"If the Senate thought as I do it would scorn Demetrius of Pharos, and its legions would have been in Saguntum days ago. Perhaps by such means a danger would be avoided, because who knows where that young African will go, and what he may not dare if he succeed in conquering without hindrance a city allied to Rome! That is why I, a free citizen, give lessons as a pedagogue, as you have just witnessed. That boy is the son of the consul Publius Cornelius Scipio, and all the virtues of his family are revived in him. Perhaps he may be the one destined to bar Hannibal's way, to destroy the insolent power of that Carthage against whom we are ever clashing."

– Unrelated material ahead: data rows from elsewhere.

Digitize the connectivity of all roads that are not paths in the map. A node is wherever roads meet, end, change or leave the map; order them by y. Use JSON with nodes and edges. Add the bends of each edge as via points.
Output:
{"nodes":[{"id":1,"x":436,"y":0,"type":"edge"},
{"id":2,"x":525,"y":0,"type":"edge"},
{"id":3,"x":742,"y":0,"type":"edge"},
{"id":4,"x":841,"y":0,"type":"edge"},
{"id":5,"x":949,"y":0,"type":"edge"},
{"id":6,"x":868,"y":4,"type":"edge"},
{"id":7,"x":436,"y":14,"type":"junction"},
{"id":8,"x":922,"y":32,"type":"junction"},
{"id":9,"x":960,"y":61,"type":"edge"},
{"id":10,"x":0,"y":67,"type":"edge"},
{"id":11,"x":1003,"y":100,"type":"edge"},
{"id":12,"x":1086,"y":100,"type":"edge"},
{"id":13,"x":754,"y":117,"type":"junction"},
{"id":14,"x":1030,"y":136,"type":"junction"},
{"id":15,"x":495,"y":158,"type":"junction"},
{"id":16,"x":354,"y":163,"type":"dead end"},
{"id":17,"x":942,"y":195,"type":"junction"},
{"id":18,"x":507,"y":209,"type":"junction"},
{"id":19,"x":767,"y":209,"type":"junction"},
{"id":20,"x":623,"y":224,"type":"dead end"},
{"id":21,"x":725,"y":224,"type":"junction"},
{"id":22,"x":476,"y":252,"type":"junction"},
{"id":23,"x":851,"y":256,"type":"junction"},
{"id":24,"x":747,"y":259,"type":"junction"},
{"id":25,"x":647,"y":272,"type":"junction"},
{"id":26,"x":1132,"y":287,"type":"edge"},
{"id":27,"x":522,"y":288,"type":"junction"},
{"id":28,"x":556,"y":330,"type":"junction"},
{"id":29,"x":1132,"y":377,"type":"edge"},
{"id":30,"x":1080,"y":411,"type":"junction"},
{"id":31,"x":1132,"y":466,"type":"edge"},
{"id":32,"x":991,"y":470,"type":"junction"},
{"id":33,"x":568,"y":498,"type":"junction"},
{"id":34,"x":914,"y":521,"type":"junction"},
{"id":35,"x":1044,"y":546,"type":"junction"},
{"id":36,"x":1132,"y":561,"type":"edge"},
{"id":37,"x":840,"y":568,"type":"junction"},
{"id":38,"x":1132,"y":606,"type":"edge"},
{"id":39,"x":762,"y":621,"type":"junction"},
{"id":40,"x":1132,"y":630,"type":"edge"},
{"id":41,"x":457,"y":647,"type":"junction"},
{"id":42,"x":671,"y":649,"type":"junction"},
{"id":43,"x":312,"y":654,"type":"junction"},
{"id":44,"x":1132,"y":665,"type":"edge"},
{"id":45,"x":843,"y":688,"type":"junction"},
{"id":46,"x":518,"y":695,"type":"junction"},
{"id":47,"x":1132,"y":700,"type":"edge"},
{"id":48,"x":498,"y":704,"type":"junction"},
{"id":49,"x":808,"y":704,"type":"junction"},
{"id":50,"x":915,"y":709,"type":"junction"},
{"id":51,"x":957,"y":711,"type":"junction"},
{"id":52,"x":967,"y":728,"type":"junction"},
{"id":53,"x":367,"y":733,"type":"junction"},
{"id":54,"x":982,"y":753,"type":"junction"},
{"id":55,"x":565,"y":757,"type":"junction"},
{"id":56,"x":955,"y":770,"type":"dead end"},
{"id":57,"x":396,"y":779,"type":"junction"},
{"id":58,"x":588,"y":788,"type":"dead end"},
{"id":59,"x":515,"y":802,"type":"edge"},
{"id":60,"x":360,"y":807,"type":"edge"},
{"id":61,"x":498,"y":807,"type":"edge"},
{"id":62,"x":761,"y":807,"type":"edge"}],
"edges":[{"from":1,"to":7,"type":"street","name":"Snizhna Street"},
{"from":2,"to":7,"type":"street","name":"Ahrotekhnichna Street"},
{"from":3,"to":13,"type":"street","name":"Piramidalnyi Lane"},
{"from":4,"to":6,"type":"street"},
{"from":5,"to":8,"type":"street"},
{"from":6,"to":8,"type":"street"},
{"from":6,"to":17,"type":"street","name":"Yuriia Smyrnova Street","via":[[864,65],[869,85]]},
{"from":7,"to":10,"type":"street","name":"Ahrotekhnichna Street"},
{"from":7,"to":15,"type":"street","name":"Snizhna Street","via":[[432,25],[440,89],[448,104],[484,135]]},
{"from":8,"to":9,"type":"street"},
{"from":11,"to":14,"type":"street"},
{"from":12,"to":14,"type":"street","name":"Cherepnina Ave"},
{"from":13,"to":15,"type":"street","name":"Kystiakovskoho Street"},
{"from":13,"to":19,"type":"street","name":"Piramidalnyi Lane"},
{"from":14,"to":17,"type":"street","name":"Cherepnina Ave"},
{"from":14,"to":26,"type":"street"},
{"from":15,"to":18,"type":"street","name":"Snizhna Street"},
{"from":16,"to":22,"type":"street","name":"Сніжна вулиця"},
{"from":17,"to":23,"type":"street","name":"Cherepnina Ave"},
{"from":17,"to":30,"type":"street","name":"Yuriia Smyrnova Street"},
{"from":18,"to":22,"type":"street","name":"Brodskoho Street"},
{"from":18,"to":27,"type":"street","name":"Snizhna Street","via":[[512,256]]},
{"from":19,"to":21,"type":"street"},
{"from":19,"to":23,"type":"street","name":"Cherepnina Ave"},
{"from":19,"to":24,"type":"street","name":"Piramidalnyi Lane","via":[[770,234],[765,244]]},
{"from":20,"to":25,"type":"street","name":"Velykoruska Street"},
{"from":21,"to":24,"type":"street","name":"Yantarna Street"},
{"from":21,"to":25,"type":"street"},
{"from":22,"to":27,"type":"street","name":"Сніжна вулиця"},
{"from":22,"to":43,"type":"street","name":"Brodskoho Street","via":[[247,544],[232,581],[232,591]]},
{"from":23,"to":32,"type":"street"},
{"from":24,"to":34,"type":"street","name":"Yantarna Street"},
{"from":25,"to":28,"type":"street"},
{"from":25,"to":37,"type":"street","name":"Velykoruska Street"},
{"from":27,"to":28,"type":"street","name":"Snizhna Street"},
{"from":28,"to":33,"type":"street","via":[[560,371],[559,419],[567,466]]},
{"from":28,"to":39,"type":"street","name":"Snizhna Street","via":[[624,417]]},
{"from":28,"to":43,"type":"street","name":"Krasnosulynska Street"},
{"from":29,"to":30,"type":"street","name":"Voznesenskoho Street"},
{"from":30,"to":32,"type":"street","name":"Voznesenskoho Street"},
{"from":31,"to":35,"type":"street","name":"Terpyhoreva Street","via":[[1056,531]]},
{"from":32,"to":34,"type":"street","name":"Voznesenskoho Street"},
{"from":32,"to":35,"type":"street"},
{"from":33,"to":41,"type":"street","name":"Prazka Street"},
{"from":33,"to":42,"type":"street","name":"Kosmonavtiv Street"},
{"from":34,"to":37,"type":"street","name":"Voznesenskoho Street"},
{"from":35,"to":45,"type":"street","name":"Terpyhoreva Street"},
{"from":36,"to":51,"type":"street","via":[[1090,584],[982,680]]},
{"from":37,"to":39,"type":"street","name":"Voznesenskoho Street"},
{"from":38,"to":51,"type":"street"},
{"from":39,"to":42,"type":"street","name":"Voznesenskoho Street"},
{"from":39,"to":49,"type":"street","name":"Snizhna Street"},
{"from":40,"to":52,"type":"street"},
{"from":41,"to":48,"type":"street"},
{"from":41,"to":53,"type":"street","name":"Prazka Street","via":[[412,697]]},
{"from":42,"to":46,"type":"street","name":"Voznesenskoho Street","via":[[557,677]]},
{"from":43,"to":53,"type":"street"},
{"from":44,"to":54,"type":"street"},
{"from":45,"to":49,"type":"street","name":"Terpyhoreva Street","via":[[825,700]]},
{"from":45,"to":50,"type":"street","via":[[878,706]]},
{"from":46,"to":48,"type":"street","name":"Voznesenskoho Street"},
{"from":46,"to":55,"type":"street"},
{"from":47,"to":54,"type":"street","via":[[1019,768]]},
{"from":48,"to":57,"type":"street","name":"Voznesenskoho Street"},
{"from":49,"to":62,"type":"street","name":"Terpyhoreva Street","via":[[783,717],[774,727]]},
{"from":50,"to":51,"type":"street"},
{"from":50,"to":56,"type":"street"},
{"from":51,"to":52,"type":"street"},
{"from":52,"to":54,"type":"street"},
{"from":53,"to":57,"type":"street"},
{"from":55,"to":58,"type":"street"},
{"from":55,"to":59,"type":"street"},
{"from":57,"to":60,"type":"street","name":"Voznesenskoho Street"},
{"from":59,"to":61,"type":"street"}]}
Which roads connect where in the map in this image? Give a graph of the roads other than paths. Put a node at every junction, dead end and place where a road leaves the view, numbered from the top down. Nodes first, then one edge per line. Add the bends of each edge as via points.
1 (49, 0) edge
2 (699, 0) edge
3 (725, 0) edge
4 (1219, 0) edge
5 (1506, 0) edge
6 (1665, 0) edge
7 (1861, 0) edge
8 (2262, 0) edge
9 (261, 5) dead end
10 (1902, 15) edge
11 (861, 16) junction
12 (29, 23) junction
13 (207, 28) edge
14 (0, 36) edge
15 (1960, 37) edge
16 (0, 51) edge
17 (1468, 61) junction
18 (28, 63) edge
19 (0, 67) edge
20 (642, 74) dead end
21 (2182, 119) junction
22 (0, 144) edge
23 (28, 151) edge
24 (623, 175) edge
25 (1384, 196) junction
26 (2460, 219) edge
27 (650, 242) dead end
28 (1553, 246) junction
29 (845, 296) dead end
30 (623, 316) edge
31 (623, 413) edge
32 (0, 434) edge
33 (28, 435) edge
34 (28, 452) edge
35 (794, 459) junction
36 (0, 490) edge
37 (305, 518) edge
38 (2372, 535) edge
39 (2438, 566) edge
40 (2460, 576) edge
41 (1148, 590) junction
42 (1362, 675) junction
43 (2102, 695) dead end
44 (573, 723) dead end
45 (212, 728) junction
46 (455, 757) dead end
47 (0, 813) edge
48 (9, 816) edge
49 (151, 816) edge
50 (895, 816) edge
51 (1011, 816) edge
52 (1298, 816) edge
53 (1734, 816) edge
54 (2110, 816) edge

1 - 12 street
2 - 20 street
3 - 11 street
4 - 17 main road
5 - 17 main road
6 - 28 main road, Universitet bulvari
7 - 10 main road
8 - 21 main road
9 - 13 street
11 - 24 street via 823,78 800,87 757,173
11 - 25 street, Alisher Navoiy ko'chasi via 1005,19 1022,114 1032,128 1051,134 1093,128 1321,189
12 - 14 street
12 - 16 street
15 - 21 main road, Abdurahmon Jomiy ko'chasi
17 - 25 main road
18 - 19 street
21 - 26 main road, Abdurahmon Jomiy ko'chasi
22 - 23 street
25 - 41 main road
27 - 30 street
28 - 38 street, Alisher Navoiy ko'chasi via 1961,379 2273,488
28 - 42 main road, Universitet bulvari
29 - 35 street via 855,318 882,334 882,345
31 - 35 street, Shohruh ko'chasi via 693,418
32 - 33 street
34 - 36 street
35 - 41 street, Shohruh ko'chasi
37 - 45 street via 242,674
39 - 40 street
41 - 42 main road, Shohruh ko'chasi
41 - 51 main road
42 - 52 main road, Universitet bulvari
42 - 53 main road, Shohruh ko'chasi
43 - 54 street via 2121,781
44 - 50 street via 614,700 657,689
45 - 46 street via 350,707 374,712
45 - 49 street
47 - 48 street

They continued strolling through the Forum discussing the customs of Rome, and arguing warmly as they contrasted them with those of Athens. Then the austere Roman, having to hold conference with various patricians in regard to private affairs, to which he attended with great scrupulousness, said farewell to the Greek.

On being left alone Actæon realized that he was hungry. It would be some time before the Senate would assemble, and wearied of the noisy stir in the Forum he passed on, walking around the base of the Capitoline, following a street broader than the others, lined with stone buildings, which displayed through their open doors the relative abundance of patrician families.

He entered a bakery and rapped on the stone of the deserted counter with an as. A plaintive voice answered from a kind of cavern. The Greek peered into the gloomy grotto and saw a mill for grinding wheat, and yoked to it a man, who was turning it with great effort.

The slave came out almost naked, wiping off the sweat which was streaming down his forehead, and taking the money offered by the Greek handed him a round loaf. Then he stood looking Actæon over with curiosity.

"Do you own the bakery?" Actæon asked.

"I am nothing but a slave," he replied sadly. "My master had to go to the Forum to see the dealers in wheat. You are a Greek, are you not?"

Before Actæon deigned to answer, he hastened to add with melancholy pride:

"I have not always been a slave. I have been in this condition but a short time, and before I lost my freedom my fervent desire was to visit your country. O Athens! The city where poets are gods!"

He recited in Greek some verses from the Prometheus of Æschylus, astonishing Actæon by the purity of his accent and by the expression which he communicated to his words.